September 2, 2008 at 12:52 pm
dana
I wondered about the relevance of the 1980s to all of this. It seems arguable that a girl today who e.g., a was star basketball player and played music would have a lot more options for gaining college scholarships than her counterpart in 1983, who might have to try to win pageants, and beauty pageants are a lot less popular now than they have been in the past (post JonBenet, etc.) Someone who seeks out beauty pageants now might be in a worse place with respect to sexism than someone doing it in the mid70s.
I don’t know much about the history of pageants, though, and I’ll be damned if McCain’s VP selection makes me research it.
September 3, 2008 at 10:06 am
Chris Clarke
Are you trying to make us hate her?
Just don’t hate her because she’s beautiful.
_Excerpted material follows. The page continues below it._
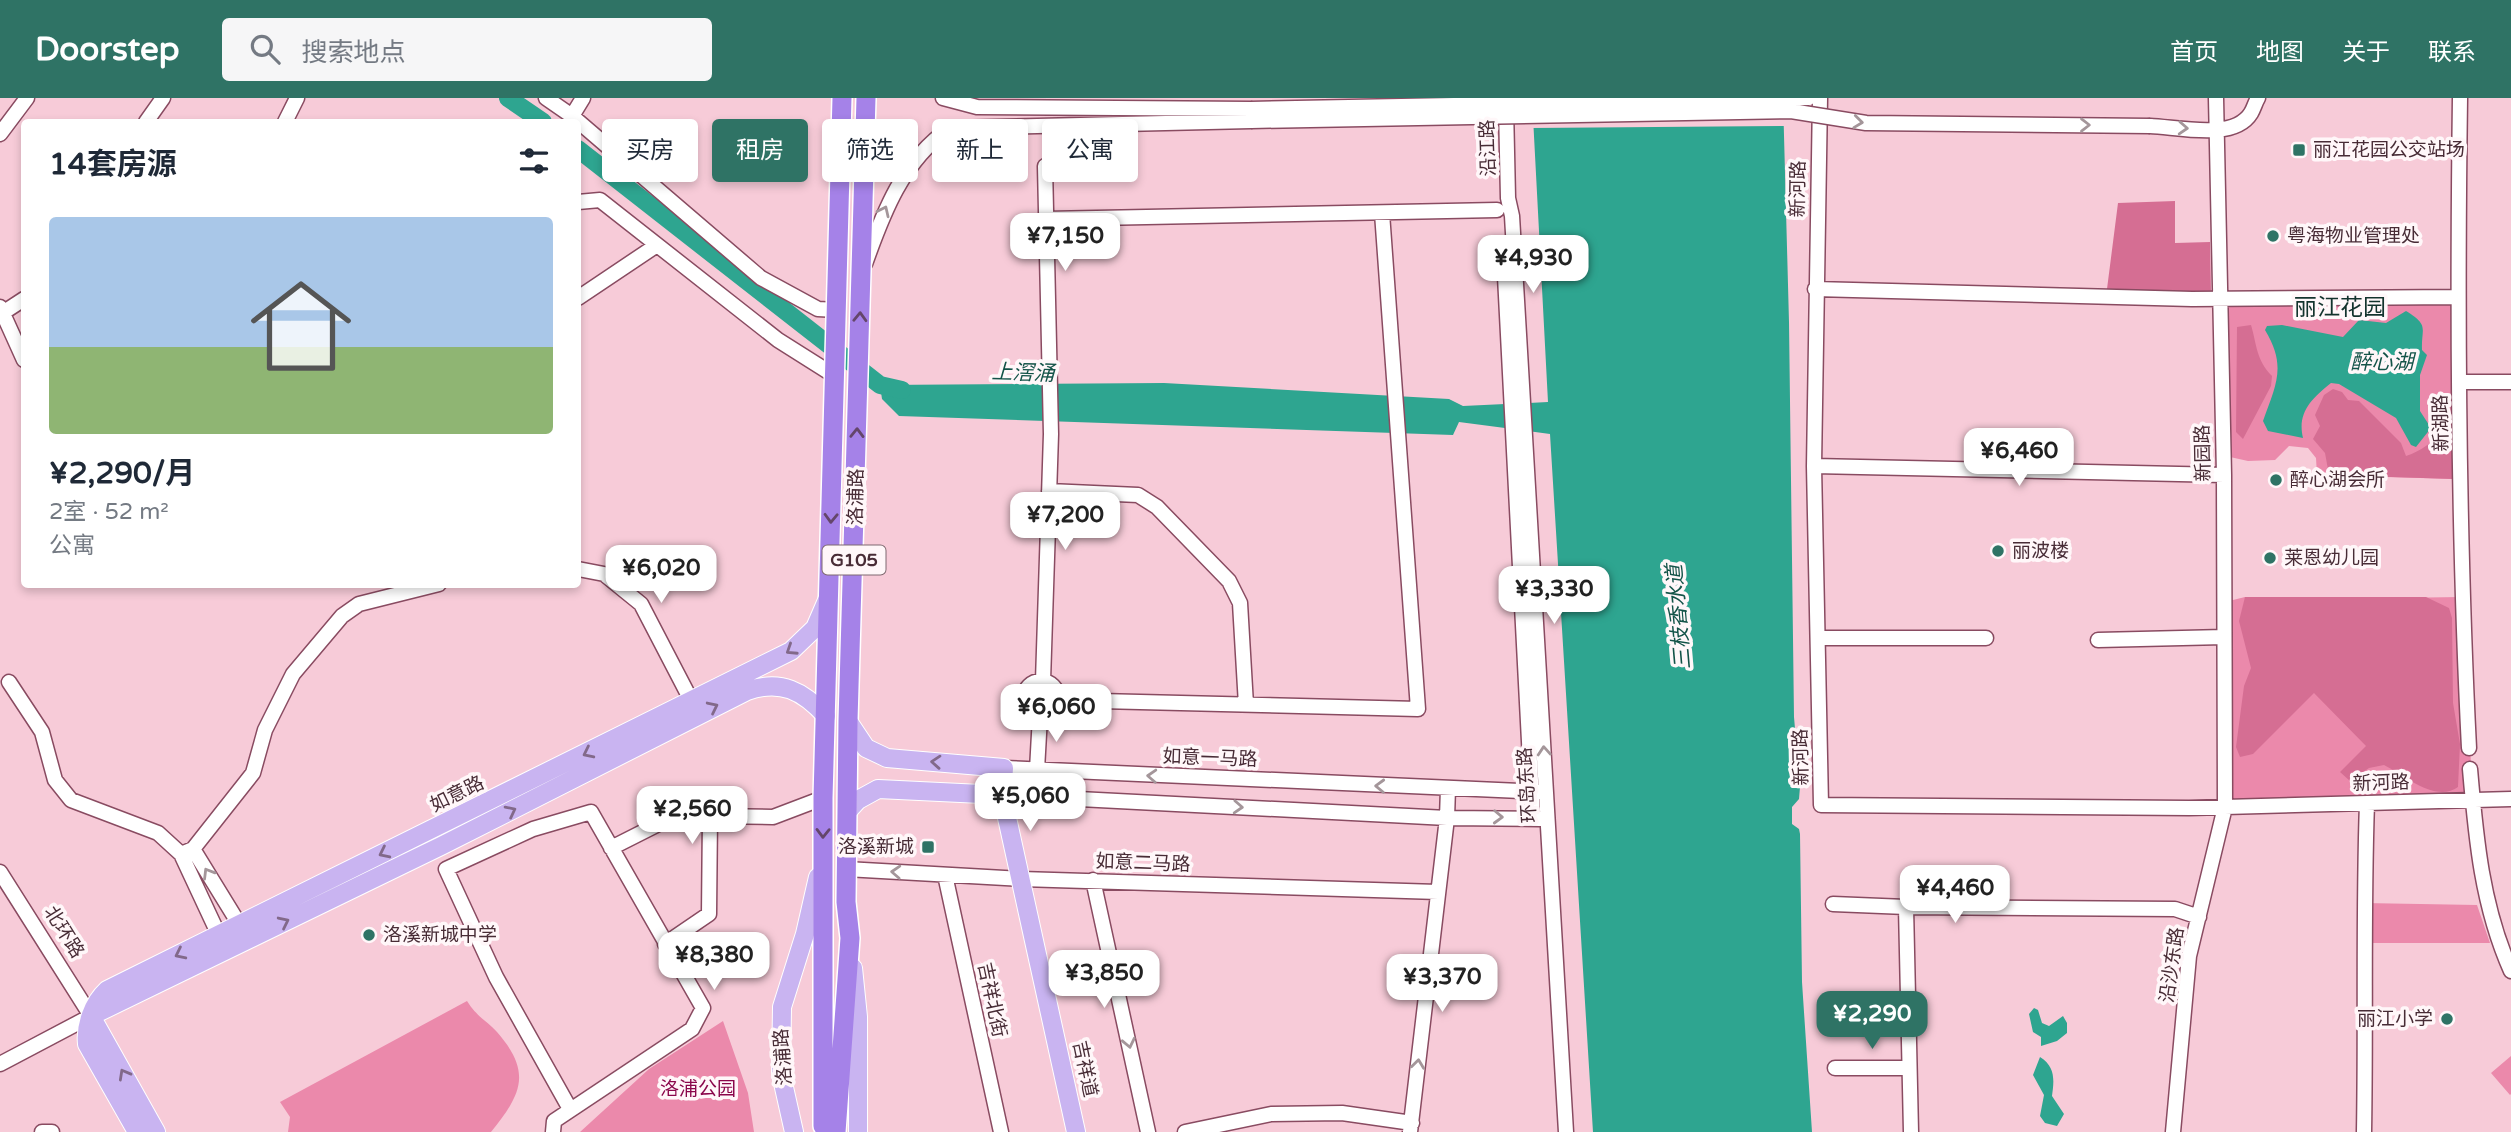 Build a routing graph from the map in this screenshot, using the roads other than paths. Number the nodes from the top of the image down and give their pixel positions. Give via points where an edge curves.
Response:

September 5, 2008 at 1:47 pm
Matt W
A dissenting view. (I’m very uncomfortable with this on normative grounds, because it is sexist, and especially I don’t think that Palin had plastic surgery — though I understand they’re trying to evoke Mean Girls/Clueless there. On descriptive grounds I think she may not be rich enough, although as someone pointed out snowmobiles are expensive. As far as the narrative goes — was her speech sassy or mean? I’m not the best judge.)
September 5, 2008 at 1:51 pm
Matt W
I think I agree with Incontinentia.
February 26, 2009 at 7:57 pm
Can Crusher
It really was sexist there is no doubting that.